Micro Industries Corporation
- Company type: Private
- Industry: Computer hardware and software; Engineering services; Contract manufacturing;
- Founded: 1978; 47 years ago in Ohio, United States
- Founder: Michael A. Curran
- Defunct: 2015; 10 years ago
- Fate: Dissolution

= Micro Industries =

Computer manufacturer

Micro Industries Corporation was a privately held American computer hardware manufacturer and software developer from 1978 to 2015. Based in Ohio and founded by Michael A. Curran, the computer primarily provided engineering services and contract manufacturing services to original equipment manufacturers (OEMs) for most of its existence. In the early 2000s, the company expanded to providing embedded systems for retailers and the healthcare sector in the form of kiosks and other industrial quiet PCs.
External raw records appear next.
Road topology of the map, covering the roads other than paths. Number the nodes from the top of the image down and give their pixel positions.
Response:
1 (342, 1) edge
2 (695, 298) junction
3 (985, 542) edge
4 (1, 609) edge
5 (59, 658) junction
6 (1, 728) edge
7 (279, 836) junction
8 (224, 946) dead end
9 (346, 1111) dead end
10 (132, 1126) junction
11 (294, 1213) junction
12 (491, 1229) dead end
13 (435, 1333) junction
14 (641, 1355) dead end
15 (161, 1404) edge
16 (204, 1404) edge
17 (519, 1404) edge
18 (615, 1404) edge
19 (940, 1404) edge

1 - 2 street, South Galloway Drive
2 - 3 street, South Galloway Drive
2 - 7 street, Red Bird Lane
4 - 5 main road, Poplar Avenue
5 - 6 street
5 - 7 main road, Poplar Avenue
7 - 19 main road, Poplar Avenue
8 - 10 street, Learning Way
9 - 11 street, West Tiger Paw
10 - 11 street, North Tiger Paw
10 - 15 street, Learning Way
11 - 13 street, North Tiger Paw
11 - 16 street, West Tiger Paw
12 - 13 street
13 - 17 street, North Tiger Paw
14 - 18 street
Curran shuttered the company in 2015, anticipating his retirement.

==History==
Michael A. Curran founded Micro Industries, a privately held company, in 1978, to provide engineering services to original equipment manufacturers (OEMs). Electronic contract manufacturing services soon followed. In 1982, Micro Industries entered the single-board computer market through a second-source agreement with Intel, followed by similar agreements with National Semiconductor, Motorola, Philips, and Siemens. The following year, the company began a comprehensive engineering and manufacturing automation program to accelerate product development and reduce overall product costs.

Micro Industries was one of the first complete turnkey surface mount technology assembly facilities in the U.S. and one of the founding members of the Surface Mount Technology Association. In 1984 and 1985, Micro was added to the Inc. 500 list.
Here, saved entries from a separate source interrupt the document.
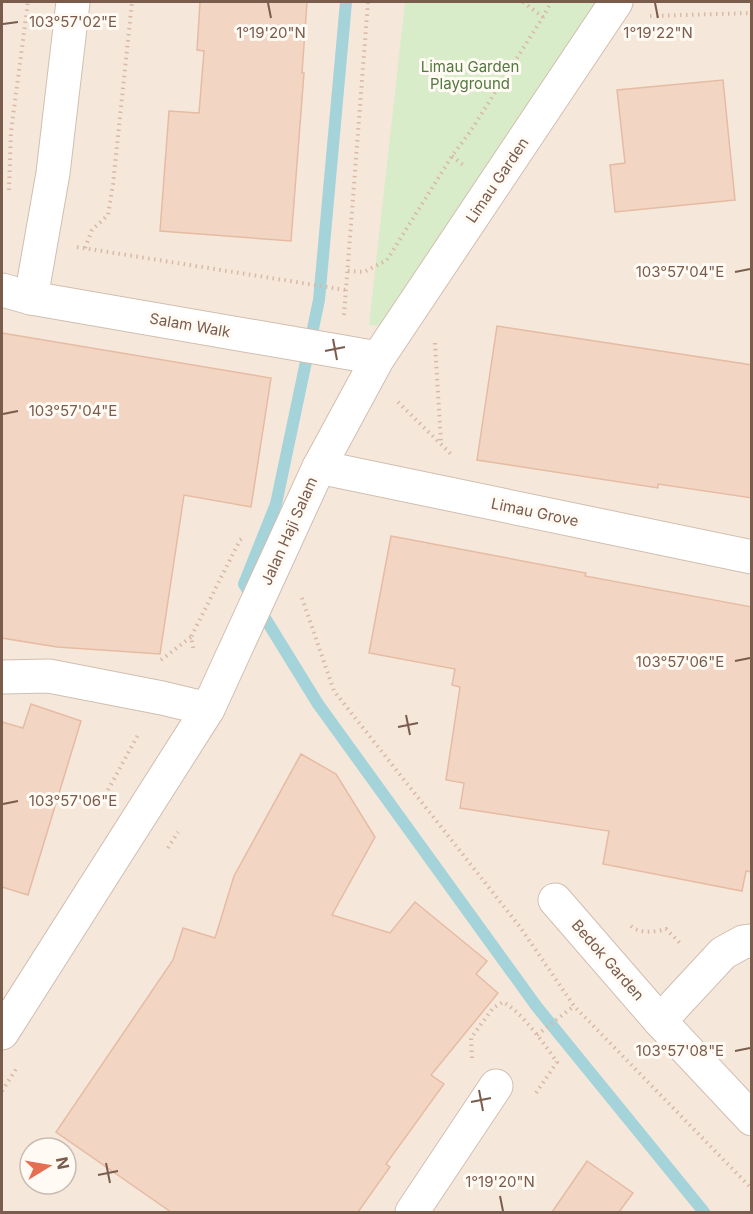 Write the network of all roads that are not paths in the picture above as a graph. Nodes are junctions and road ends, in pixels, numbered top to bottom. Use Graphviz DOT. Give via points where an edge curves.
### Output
graph roads {
  1 [pos="73,2"];
  2 [pos="628,9"];
  3 [pos="16,294"];
  4 [pos="378,358"];
  5 [pos="319,467"];
  6 [pos="752,557"];
  7 [pos="2,677"];
  8 [pos="208,709"];
  9 [pos="555,900"];
  10 [pos="752,941"];
  11 [pos="660,1021"];
  12 [pos="2,1033"];
  13 [pos="496,1086"];
  14 [pos="752,1119"];
  15 [pos="412,1212"];
  1 -- 3 [label="street" via="41,241"];
  2 -- 4 [label="street, Limau Garden"];
  3 -- 4 [label="street, Salam Walk"];
  4 -- 5 [label="street, Jalan Haji Salam"];
  5 -- 6 [label="street, Limau Grove"];
  5 -- 8 [label="street, Jalan Haji Salam"];
  7 -- 8 [label="street" via="49,676"];
  8 -- 12 [label="street, Jalan Haji Salam"];
  9 -- 11 [label="street, Bedok Garden"];
  10 -- 11 [label="street" via="723,954"];
  11 -- 14 [label="street, Bedok Garden"];
  13 -- 15 [label="street"];
}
In November 2015, Curran sought to retire and could not find a suitable replacement, so he closed the company.

==Products==
The Touch&Go and Touch&Care all-in-one quiet PC computer lines were deployed in 2002 for retail and healthcare markets. By 2004, Micro Industries invented first-of-their kind interactive client systems: a silent, shelf-mountable, 17-inch unit and a 30-inch, portrait-style unit. That same year, Micro Industries founded mCosm, a subsidiary service company. mCosm provided retailers with content development, network infrastructure, remote-system management, and hosted services. Micro Industries built the Center for Interactive Retailing, a unique demonstration environment, in 2004 at the corporate headquarters located in Westerville, Ohio. In 2008, Micro was awarded an Energy Star rating on its Paige17 computer. Micro Industries designed, engineered and manufactured its products in Ohio and partnered with content and software developers to provide premium interactive kiosk and digital signage systems to retailers. Micro Industries was also an affiliate member of the Intel Embedded & Communications Alliance.

===Hardware===
- Broad level computers
- PCs (Touch&Go Paige, Paigezilla and Messenger, Touch&Care)
- Self-service hardware and kiosks
- Custom single board computers
- Customer computers

===Software===
- Digital signage software
- Kiosk management software

===Services===
- Contract manufacturing services
- Hardware design engineering services
- Retail Solutions
- Managed services
- Digital signage solutions
- Self-service kiosk solutions
- Rapid application development
- Interactive content development
- Program management
- Training

===Touch&Go Series computers===

Micro Industries Paige 10 computer

Micro Industries introduced the Touch&Go series of unusually styled and retail-hardened computers in 2002. The initial models were Touch&Go Paige and Paigezilla small format fanless computers with configurable ears and peripherals in 10 and 17”, followed by the Touch&Go Messenger large format series in the 32 and 46-inch sizes. In 2009, the Messenger 65-inch landscape and portrait computer was introduced. In 2010, the Multi-touch Messenger 82-inch landscape and portrait computers were launched.

===Touch&Go software===
In 2003, mCosm began deploying and monitoring digital signage and kiosk solutions to major retailers using its Touch&Go Enterprise software. In 2005, mCosm developed and launched the mCast digital signage templating system.

==Manufacturing process==
Micro Industries monitored and controlled its manufacturing process since it began manufacturing in 1978. All of its products were manufactured in the United States. General Motors certified it in 1984 for its SPEAR program, which allowed shipment of products to GM facilities for on-vehicle applications without incoming test and inspection. Micro Industries registered its quality program to the International Organization for Standardization's ISO 9000 standards in 1993, and registered in each subsequent year to meet the diverse elements of the ISO 9001 Quality Management Standard. In 1989, Micro Industries developed a unique process to comply with U.S. Environmental Protection Agency (EPA) requirements for a zero-discharge manufacturing facility, which became operational in 1991. These processes were later registered to ISO 14001 Environmental Management standards.